Someone asked me if I hunt and I answered "no", then stopped to think about it. I do hunt but it is for interesting plants and insects. Birders "hunt" birds and many mycologists hunt mushrooms, neither group intending to eat their prey. Here is Mark Bower's description of a September "hunt."
"I had been walking in the woods for 2 1/2 hours looking for mushrooms to photograph. The woods were dry, and I had only taken one picture all morning. As I was leaving the woods, I noticed two small mushrooms growing together on a moss-covered log. I assumed that they were just the usual boring brown-capped Pluteus species which are very common, and not worth stopping for. On closer inspection, however, I noticed the scaly appearance of the cap, which would be very unusual for Pluteus.
This prompted me to get on my knees and closely inspect it. To my surprise, the stem appeared to be streaked with purple. Multiple photographs were taken and a spore print revealed pinkish spores. With this information, and after reviewing my books, using keys, etc., I had no clue. I then put the info on the MOMS Facebook page.
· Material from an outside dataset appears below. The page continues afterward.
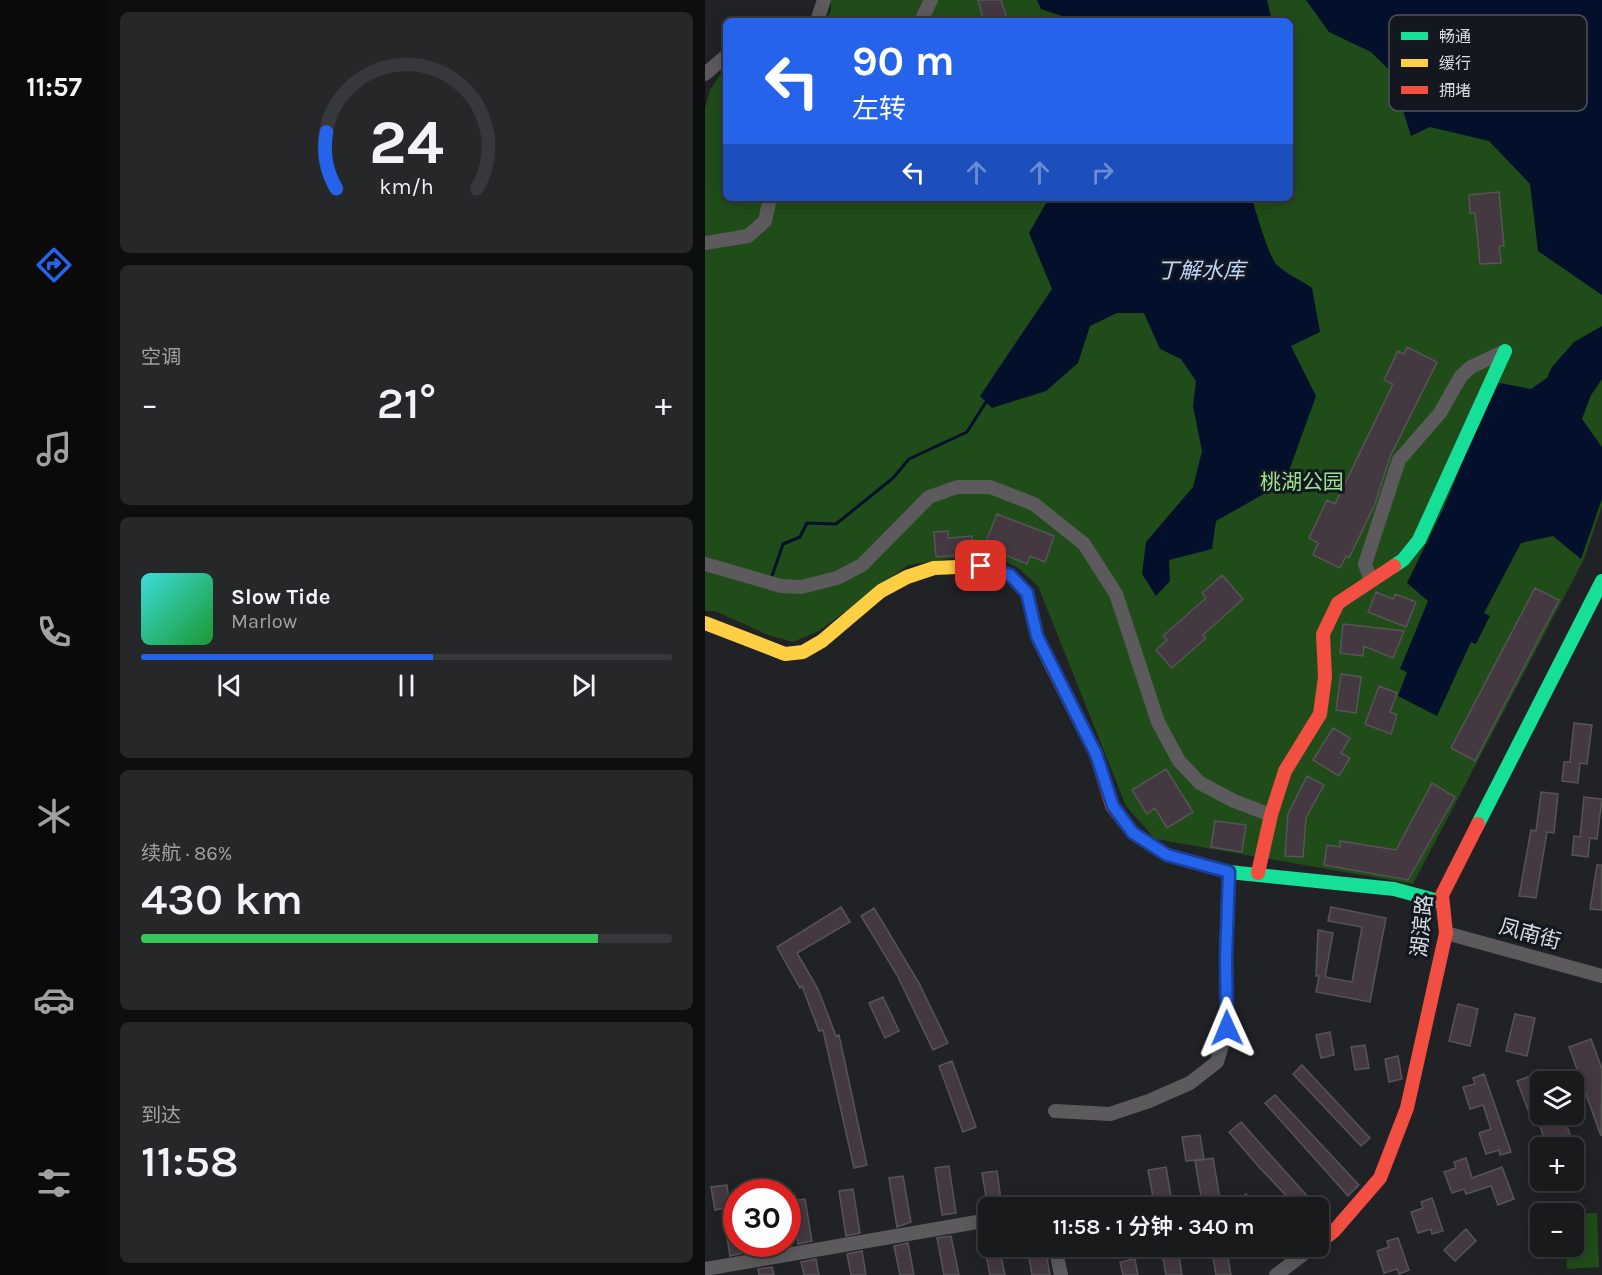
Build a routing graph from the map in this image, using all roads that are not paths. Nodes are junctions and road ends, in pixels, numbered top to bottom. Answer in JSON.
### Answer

The genus Entoloma was suggested as a possibility.
The color of the spores is one of the distinguishing traits used to identify mushrooms. There are a lot of ways to make a spore print but the basic method is placing the underside of the cap on a surface and keeping it moist to encourage the spores to drop. It helps to have a dark and light surface to contrast against the spores which may vary between white or pink to dark brown.
I then posted it on Mushroom Observer, which is a website which is reviewed by mycologists, like Bugguide for Fun-guys and gals. My boring little mushrooms were identified as Entoloma tjallingiorum, and even though I can’t pronounce the name, I’m very happy to have found it. Half the fun is in the hunt while identifying them is like cleaning the game. And stop asking "are they edible?"